__Data section__:
+ + + +

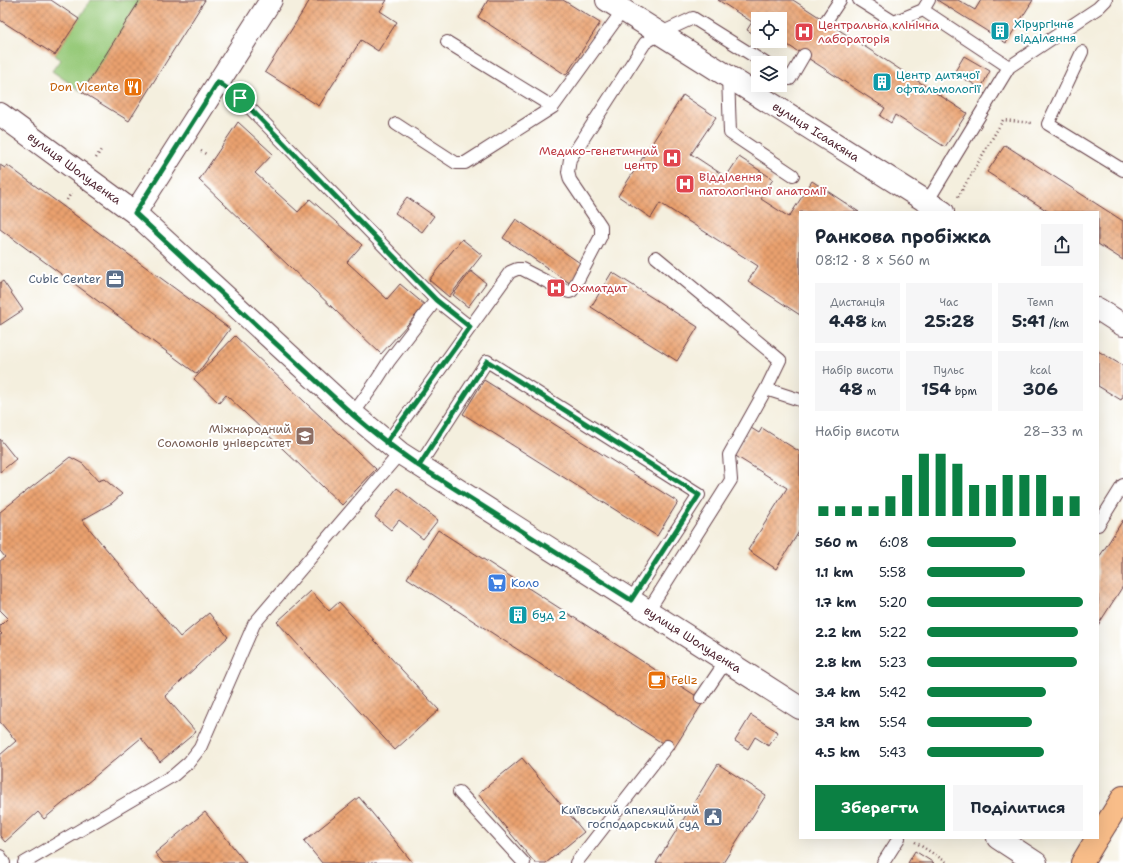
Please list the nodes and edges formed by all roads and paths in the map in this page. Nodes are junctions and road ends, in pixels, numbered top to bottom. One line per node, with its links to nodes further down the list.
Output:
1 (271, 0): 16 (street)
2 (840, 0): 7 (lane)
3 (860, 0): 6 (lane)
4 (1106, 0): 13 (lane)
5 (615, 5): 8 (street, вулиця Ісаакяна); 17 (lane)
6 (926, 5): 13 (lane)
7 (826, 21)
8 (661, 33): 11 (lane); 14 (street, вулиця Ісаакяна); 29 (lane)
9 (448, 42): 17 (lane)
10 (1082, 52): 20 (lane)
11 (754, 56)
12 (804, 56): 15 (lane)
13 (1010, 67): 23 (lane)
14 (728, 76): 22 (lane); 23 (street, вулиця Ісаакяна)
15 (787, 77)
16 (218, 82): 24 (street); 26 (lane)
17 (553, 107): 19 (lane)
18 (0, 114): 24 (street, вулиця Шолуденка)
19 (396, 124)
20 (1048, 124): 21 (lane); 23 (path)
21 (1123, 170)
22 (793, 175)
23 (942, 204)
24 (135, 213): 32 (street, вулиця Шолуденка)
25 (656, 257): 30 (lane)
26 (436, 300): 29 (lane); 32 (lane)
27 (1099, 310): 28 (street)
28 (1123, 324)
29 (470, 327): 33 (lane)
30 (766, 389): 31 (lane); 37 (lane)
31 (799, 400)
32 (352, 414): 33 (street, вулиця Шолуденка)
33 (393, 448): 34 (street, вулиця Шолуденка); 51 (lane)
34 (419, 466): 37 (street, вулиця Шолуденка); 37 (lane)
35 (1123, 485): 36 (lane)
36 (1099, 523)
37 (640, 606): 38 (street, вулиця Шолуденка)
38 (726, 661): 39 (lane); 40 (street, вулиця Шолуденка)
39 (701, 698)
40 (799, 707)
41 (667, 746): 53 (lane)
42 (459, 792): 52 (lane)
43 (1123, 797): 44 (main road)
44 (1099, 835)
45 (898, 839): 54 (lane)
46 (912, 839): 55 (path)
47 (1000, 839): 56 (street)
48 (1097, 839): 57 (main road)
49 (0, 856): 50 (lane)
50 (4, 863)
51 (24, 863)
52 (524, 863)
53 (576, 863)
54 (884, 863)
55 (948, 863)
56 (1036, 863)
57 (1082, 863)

+ + + +

__Assignment__: Show all lines above holding "main".

__Final answer__:
43 (1123, 797): 44 (main road)
48 (1097, 839): 57 (main road)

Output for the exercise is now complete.